**Prompt:**
Please restate the records that follow word for word, omitting any images.

**Data excerpts:**
○ ○ ○ ○ ○ ○ ○
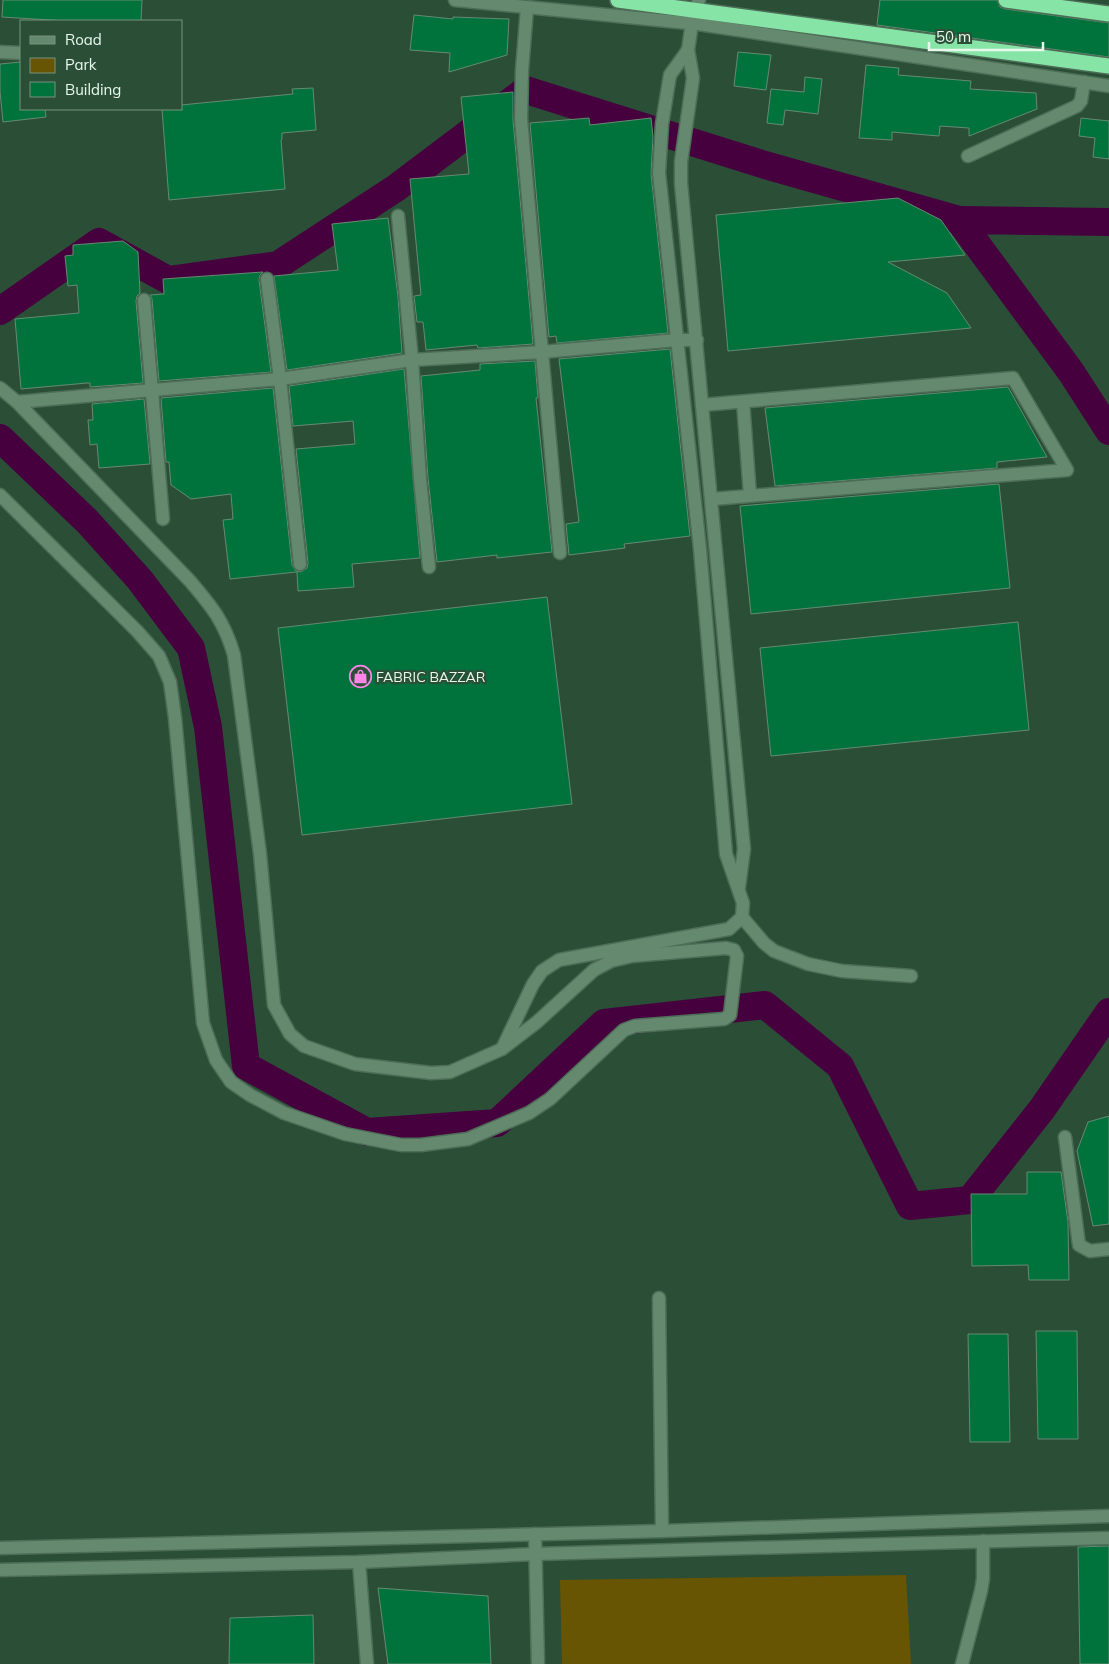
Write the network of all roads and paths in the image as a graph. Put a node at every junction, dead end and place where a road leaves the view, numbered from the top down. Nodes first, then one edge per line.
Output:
1 (457, 0) edge
2 (618, 0) edge
3 (1006, 0) edge
4 (1033, 2) edge
5 (527, 8) junction
6 (695, 11) edge
7 (1109, 14) edge
8 (688, 50) junction
9 (0, 52) edge
10 (20, 53) edge
11 (1109, 66) edge
12 (1084, 82) junction
13 (1109, 86) edge
14 (968, 156) dead end
15 (398, 216) dead end
16 (267, 280) dead end
17 (144, 300) dead end
18 (677, 340) junction
19 (696, 340) junction
20 (542, 352) junction
21 (412, 360) junction
22 (280, 379) junction
23 (0, 388) edge
24 (153, 390) junction
25 (17, 402) junction
26 (743, 402) junction
27 (702, 405) junction
28 (0, 495) edge
29 (750, 496) junction
30 (712, 498) junction
31 (163, 519) dead end
32 (560, 553) dead end
33 (300, 564) dead end
34 (428, 567) dead end
35 (739, 888) junction
36 (742, 917) junction
37 (911, 976) dead end
38 (502, 1049) junction
39 (1065, 1137) dead end
40 (1109, 1249) edge
41 (659, 1298) dead end
42 (1109, 1516) edge
43 (662, 1531) junction
44 (534, 1534) junction
45 (1109, 1538) edge
46 (983, 1542) junction
47 (0, 1548) edge
48 (536, 1554) junction
49 (359, 1562) junction
50 (0, 1570) edge
51 (367, 1664) edge
52 (538, 1664) edge
53 (962, 1664) edge

1 - 5 street
2 - 6 highway
3 - 4 highway
4 - 7 highway
5 - 6 street
5 - 20 street
6 - 8 street
6 - 11 highway
6 - 12 street
8 - 18 street
8 - 19 street
9 - 10 street
12 - 13 street
12 - 14 street
15 - 21 street
16 - 22 street
17 - 24 street
18 - 19 street
18 - 20 street
18 - 35 street
19 - 27 street
20 - 21 street
20 - 32 street
21 - 22 street
21 - 34 street
22 - 24 street
22 - 33 street
23 - 25 street
24 - 25 street
24 - 31 street
25 - 38 street
26 - 27 street
26 - 29 street
26 - 29 street
27 - 30 street
28 - 38 street
29 - 30 street
30 - 35 street
35 - 36 street
36 - 37 street
36 - 38 street
39 - 40 street
41 - 43 street
42 - 43 street
43 - 44 street
44 - 47 street
44 - 48 street
45 - 46 street
46 - 48 street
46 - 53 street
48 - 49 street
48 - 52 street
49 - 50 street
49 - 51 street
○ ○ ○ ○ ○ ○ ○
**Task result:**
Write the network of all roads and paths in the image as a graph. Put a node at every junction, dead end and place where a road leaves the view, numbered from the top down. Nodes first, then one edge per line.
Output:
1 (457, 0) edge
2 (618, 0) edge
3 (1006, 0) edge
4 (1033, 2) edge
5 (527, 8) junction
6 (695, 11) edge
7 (1109, 14) edge
8 (688, 50) junction
9 (0, 52) edge
10 (20, 53) edge
11 (1109, 66) edge
12 (1084, 82) junction
13 (1109, 86) edge
14 (968, 156) dead end
15 (398, 216) dead end
16 (267, 280) dead end
17 (144, 300) dead end
18 (677, 340) junction
19 (696, 340) junction
20 (542, 352) junction
21 (412, 360) junction
22 (280, 379) junction
23 (0, 388) edge
24 (153, 390) junction
25 (17, 402) junction
26 (743, 402) junction
27 (702, 405) junction
28 (0, 495) edge
29 (750, 496) junction
30 (712, 498) junction
31 (163, 519) dead end
32 (560, 553) dead end
33 (300, 564) dead end
34 (428, 567) dead end
35 (739, 888) junction
36 (742, 917) junction
37 (911, 976) dead end
38 (502, 1049) junction
39 (1065, 1137) dead end
40 (1109, 1249) edge
41 (659, 1298) dead end
42 (1109, 1516) edge
43 (662, 1531) junction
44 (534, 1534) junction
45 (1109, 1538) edge
46 (983, 1542) junction
47 (0, 1548) edge
48 (536, 1554) junction
49 (359, 1562) junction
50 (0, 1570) edge
51 (367, 1664) edge
52 (538, 1664) edge
53 (962, 1664) edge

1 - 5 street
2 - 6 highway
3 - 4 highway
4 - 7 highway
5 - 6 street
5 - 20 street
6 - 8 street
6 - 11 highway
6 - 12 street
8 - 18 street
8 - 19 street
9 - 10 street
12 - 13 street
12 - 14 street
15 - 21 street
16 - 22 street
17 - 24 street
18 - 19 street
18 - 20 street
18 - 35 street
19 - 27 street
20 - 21 street
20 - 32 street
21 - 22 street
21 - 34 street
22 - 24 street
22 - 33 street
23 - 25 street
24 - 25 street
24 - 31 street
25 - 38 street
26 - 27 street
26 - 29 street
26 - 29 street
27 - 30 street
28 - 38 street
29 - 30 street
30 - 35 street
35 - 36 street
36 - 37 street
36 - 38 street
39 - 40 street
41 - 43 street
42 - 43 street
43 - 44 street
44 - 47 street
44 - 48 street
45 - 46 street
46 - 48 street
46 - 53 street
48 - 49 street
48 - 52 street
49 - 50 street
49 - 51 street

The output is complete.